For real: A new way to produce electricity

It’s not every day that a new way to produce electricity is discovered…although it does seem there is a multitude of approaches. This one involves carbon nanotubes, those jacks-of-all-trades in the nanotech business, nanometer sized tubes of pure carbon. (In this case, think of them as ‘wires’ one-hundred thousandth of the thickness of human hair.) The team of scientists at MIT (Massachusetts Institute of Technology, USA) began working with nanotubes and thermal waves – waves of heat energy – that they sent down the nanotubes like current through wires. To their surprise, what they also got was a relatively large voltage electrical current generated by the thermopower wave.

There was something different about the carbon nanotubes. They were coated with a layer of fuel that can produce heat when it decomposes (burns). The fuel was ignited at one end of a nanotube with a laser or high voltage spark. It was like a fuse, a very fast fuse, traveling as a wave of heat (3000 degrees Kelvin) spreading along the tube 10,000 times faster than a normal chemical reaction. As predicted by mathematical studies, the thermal wave pushed electrons ahead of it, sort of collecting them as a beach wave will collect flotsam from the water, creating an electrical current. This much was expected. What was not predicted by the thermoelectric calculations was the magnitude of the voltage peak.

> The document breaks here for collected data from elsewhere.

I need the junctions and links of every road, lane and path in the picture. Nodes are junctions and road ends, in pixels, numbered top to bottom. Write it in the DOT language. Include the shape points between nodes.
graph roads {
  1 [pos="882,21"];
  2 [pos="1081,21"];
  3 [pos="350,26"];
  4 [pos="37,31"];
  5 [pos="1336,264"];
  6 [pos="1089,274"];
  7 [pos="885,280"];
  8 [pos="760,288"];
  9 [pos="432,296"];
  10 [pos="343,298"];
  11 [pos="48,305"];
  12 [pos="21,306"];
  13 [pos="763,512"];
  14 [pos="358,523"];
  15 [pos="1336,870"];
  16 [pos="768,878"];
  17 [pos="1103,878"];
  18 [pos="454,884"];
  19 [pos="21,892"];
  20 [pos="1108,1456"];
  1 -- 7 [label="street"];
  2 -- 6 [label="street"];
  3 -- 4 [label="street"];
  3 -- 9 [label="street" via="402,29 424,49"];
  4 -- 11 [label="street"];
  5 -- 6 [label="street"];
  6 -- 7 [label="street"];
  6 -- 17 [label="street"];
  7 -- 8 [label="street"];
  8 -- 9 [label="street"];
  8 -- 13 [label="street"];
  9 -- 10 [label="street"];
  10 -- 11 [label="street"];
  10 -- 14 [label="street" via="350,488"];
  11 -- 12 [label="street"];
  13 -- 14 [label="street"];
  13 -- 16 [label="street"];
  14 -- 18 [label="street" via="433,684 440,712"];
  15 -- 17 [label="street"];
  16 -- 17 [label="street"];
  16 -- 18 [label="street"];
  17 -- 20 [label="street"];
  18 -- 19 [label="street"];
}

Normally with carbon, the Seebeck effect, which produces electricity from a heated semiconductor, is very weak. Something else was happening. As the senior author, Dr. Michael Strano (Associate Professor of Chemical Engineering, MIT) puts it:

“We call it electron entrainment since part of the current appears to scale with wave velocity.”

The thermal wave, he explains, appears to be entraining the electrical charge carriers (either electrons or electron holes) just as an ocean wave can pick up and carry a collection of debris along the surface. This important property is responsible for the high power produced by the system, Strano says.

Because this is such a new discovery, he says, it’s hard to predict yet exactly what the practical applications will be. But he suggests that one possible application would be in enabling new kinds of ultra-small electronic devices — for example, a devices the size of grains of rice, perhaps a sensor or treatment device that could be injected into the body. Or it could lead to “environmental sensors that could be scattered like dust in the air,” he says.

[Source: EurekAlert]

After some refinement, the thermopower system produces energy in proportion to its weight about 100 times greater than an equivalent weight lithium-ion battery. However, as would be expected, much of the energy produced is also in the form of heat and light – not exactly what’s needed for most practical energy sources. Packaging and efficiency will be important limitations to overcome. On the other hand, eventually carbon nanotubes will be inexpensive; moreover the nanotubes loaded with the fuel coating can sit in storage for a long time without losing ‘charge’ as typical batteries would do. The combination of ingredients could lead to interesting niche uses for this ‘new’ energy source.